DATASET:
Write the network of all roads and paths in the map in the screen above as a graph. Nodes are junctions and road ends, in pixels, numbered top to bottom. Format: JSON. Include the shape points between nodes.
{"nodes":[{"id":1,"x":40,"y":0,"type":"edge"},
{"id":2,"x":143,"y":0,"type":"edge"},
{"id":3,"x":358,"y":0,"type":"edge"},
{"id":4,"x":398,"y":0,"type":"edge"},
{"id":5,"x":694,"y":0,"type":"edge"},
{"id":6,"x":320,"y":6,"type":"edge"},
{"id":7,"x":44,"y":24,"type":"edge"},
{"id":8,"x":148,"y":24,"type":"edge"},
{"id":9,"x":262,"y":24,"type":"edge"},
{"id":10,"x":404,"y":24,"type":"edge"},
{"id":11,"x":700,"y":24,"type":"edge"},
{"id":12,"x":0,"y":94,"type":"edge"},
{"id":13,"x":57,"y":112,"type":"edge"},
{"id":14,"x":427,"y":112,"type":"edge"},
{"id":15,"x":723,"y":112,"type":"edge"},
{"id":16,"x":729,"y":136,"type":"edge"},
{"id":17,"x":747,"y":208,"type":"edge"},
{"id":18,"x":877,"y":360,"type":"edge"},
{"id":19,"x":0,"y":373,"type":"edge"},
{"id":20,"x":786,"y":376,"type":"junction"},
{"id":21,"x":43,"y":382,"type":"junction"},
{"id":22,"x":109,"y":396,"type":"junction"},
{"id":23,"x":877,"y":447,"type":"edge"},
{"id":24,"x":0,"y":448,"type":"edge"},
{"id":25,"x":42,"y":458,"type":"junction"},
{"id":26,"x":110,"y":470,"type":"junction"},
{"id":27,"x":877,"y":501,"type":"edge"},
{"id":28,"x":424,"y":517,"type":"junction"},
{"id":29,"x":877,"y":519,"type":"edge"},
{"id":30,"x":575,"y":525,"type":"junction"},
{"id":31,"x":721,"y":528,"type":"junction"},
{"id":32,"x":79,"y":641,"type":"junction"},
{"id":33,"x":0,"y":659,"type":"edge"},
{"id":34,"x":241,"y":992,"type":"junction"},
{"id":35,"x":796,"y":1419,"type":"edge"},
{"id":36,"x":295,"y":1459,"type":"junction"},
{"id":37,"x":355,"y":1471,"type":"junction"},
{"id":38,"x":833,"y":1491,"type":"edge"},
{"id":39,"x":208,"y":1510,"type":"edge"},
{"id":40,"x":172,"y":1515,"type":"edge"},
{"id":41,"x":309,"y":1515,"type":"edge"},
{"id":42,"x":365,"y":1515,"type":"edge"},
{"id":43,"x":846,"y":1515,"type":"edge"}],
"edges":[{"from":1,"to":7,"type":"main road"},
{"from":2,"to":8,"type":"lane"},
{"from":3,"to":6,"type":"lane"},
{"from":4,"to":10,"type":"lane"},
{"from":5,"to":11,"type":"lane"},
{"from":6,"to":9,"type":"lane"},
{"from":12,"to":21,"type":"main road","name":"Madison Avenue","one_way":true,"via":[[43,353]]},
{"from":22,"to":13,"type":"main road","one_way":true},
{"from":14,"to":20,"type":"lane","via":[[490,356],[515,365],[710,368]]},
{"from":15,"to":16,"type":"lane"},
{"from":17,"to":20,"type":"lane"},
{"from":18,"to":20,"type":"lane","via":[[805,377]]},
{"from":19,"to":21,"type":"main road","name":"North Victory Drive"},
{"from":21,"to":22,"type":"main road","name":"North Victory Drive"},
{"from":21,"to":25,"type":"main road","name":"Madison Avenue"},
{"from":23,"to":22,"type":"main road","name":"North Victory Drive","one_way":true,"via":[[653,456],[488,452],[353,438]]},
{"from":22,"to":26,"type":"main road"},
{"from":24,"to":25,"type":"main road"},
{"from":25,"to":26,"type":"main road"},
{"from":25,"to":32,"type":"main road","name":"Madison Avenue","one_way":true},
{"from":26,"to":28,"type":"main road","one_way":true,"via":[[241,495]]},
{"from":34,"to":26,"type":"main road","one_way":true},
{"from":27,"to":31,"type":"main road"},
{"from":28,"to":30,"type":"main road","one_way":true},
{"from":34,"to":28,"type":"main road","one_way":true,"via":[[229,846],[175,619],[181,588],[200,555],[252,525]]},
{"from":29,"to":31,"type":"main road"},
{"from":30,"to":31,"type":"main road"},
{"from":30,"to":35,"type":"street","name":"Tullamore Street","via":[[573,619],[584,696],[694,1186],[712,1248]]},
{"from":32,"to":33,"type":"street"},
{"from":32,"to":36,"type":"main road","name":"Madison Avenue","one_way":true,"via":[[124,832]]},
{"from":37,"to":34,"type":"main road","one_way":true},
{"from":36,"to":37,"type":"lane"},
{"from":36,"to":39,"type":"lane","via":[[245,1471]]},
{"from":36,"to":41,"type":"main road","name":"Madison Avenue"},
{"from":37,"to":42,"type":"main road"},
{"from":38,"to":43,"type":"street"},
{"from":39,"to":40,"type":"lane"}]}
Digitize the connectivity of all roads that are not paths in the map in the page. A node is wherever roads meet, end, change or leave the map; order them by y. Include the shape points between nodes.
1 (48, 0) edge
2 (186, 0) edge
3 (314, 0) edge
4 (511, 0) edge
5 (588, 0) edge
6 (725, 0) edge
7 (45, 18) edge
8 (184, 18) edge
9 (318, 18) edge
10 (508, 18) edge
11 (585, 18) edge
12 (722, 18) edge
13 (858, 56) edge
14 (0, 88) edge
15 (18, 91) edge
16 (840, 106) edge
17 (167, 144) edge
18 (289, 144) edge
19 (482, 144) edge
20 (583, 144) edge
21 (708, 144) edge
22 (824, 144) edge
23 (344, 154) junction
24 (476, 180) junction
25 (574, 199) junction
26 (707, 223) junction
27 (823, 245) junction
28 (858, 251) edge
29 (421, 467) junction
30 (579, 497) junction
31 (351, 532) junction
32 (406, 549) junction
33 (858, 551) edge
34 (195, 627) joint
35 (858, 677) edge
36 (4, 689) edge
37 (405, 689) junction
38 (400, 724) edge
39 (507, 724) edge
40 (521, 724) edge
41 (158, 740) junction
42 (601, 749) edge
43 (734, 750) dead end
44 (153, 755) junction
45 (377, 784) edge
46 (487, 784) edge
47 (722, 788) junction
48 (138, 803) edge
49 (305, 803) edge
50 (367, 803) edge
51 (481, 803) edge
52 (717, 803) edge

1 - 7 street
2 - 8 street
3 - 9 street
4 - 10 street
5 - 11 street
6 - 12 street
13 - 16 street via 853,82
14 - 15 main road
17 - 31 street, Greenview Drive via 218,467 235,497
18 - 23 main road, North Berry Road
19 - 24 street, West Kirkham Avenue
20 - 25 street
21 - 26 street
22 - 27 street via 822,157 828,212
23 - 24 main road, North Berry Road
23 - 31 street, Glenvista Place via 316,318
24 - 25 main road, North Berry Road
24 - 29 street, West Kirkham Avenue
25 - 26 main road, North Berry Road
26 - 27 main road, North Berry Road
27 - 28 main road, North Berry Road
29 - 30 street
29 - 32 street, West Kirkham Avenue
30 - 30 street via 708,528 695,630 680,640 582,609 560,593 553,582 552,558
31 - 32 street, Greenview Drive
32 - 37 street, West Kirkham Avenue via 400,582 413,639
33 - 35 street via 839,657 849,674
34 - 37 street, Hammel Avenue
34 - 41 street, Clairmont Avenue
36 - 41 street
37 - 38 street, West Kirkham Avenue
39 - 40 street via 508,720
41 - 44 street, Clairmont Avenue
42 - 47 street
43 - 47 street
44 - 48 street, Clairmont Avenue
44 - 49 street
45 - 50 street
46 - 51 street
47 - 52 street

REQUIREMENT: Reply by stating only how many lines in the listing hold the word "Berry".

YOUR SOLUTION: 6